O Rio sempre foi a vitrine do Brasil. Na sua opinião ainda vale esta imagem?
Vale completamente - uma vitrine rachada, claro. Toda a convulsão social, confusões, iniciativas festivas, grandes eventos, perigos e instabilidades, esta vertigem que é a cara da cidade, meio sitiada, reflete e escancara muito do Brasil. Inclusive exportou para o resto do país, juntamente com São Paulo, o fruto da negligência e politicagem, desperdício de pelo menos 40, 50 anos em relação às políticas de segurança, às criminalidades, mas principalmente a falta de projeto e a incrível capacidade de sabotagem de algum projeto nacional por parte dos impressionantes "Odoricos Paraguaçus" que compõem a política brasileira - agora mais ferozes, estúpidos e ideológicos do que nunca. Então, o Rio escancara isso e, claro, continua sendo a vitrine do Brasil, caos na beleza, beleza no caos, só dá purgatório.
O modelo de difusão cultural do Rio permite ousadias criativas?
Não sei se tem um modelo de difusão cultural, pelo menos uma difusão de cenas e movimentações culturais. O que existe é isso: é uma cidade-evento.
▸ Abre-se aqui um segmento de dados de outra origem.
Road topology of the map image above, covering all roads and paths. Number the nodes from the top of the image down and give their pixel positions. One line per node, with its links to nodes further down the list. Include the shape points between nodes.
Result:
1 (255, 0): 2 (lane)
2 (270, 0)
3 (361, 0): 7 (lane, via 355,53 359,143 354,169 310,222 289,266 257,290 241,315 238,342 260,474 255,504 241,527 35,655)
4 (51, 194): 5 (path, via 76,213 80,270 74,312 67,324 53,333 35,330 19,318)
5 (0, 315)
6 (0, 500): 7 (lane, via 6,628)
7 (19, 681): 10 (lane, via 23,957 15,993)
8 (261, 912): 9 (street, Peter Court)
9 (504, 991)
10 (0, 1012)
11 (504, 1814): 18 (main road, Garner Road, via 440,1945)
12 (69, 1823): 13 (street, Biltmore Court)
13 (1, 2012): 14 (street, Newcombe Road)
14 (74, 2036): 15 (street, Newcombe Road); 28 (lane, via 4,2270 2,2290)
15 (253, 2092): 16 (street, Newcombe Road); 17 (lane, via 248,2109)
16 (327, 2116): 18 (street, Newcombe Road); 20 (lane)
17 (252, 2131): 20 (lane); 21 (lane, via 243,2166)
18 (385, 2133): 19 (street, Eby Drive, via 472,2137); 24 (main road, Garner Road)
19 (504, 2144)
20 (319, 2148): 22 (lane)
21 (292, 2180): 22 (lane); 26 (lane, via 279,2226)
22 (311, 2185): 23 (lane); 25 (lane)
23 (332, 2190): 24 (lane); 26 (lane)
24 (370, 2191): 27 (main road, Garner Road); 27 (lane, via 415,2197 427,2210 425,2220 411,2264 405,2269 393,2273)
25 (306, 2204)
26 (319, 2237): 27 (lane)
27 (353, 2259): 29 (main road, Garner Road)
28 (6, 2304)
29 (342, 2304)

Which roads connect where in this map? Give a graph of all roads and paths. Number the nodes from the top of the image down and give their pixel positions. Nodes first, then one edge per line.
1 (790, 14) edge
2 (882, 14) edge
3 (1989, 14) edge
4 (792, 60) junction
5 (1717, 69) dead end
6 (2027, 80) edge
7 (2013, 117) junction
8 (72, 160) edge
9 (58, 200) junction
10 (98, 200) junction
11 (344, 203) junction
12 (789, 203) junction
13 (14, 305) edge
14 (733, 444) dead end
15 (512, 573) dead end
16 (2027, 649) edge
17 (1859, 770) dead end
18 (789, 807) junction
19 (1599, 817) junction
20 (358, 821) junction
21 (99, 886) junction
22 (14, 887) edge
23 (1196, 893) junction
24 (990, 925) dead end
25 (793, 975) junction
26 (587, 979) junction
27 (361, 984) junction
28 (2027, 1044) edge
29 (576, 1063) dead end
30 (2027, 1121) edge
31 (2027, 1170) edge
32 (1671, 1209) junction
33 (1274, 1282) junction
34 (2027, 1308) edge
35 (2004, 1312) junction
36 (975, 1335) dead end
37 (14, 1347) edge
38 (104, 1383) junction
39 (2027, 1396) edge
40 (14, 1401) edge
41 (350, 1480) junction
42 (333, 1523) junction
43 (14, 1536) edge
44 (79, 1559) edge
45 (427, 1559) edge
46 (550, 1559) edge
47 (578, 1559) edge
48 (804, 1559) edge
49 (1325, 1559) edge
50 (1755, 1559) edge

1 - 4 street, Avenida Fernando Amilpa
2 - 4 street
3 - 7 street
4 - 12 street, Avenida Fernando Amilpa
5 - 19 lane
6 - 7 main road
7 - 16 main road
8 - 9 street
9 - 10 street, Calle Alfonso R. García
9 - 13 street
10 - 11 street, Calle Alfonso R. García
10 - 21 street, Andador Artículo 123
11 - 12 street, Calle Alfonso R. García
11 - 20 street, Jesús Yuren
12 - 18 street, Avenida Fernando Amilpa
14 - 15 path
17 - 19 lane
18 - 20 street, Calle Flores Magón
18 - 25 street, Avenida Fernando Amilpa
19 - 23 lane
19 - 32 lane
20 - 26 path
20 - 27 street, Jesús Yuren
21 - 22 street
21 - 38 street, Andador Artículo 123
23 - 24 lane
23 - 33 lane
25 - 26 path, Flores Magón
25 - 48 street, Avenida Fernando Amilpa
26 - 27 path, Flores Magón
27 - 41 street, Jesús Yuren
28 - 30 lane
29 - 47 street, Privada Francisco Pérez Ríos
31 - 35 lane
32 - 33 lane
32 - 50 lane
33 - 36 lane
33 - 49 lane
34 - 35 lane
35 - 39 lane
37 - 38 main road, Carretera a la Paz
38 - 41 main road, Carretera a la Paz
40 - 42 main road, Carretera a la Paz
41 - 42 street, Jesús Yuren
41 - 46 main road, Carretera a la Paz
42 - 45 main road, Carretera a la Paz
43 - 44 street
Agora parece que vai rolar um investimento novamente pesado em revitalizações de certas áreas, como a Praça XI, modificações profundas. Mas não acho, por exemplo, que será o que tinha nas décadas de 80 e 90, em que uma emissora carioca e as gravadoras aqui permitiram que houvesse centralização de uma certa difusão cultural no Rio de Janeiro. Os focos culturais estão mais dispersos e fragmentados. O principal mesmo que está acontecendo é o Rio se transformar em uma cidade de evento, tendo Copacabana como a sua principal plataforma por causa da praia.
Você vive que momento da sua vida artística?
Estou vivendo um momento excelente. Estou relançando o livro "Favelost". A primeira edição foi lançada em 2012. Agora vai sair pela editora Avec, com algumas atualizações. É um livro que fala de um lugar, uma espécie de Serra Pelada, um lugar para onde vão as pessoas que estão insatisfeitas com o Brasil e suas vidas - uma espécie de "Canaã cibernética e alucinada". Em fevereiro, com o grupo "Chelpa Ferro", formado pelos artistas plásticos Barrão e Sérgio Mekler e o músico Thiago Nassif, vou excursionar com o espetáculo "Pesadelo Ambicioso", inspirado no meu penúltimo livro que tem este título. O livro "Favelost" também vai virar show, a partir de abril, com a turma que atualmente faz o espetáculo "Animakina": Paulo Beto, Mari Crestani e Jodele Larcher. Ainda tem outros livros e trabalhos musicais que estão a caminho. Fim de ano animado e início do ano que vem também.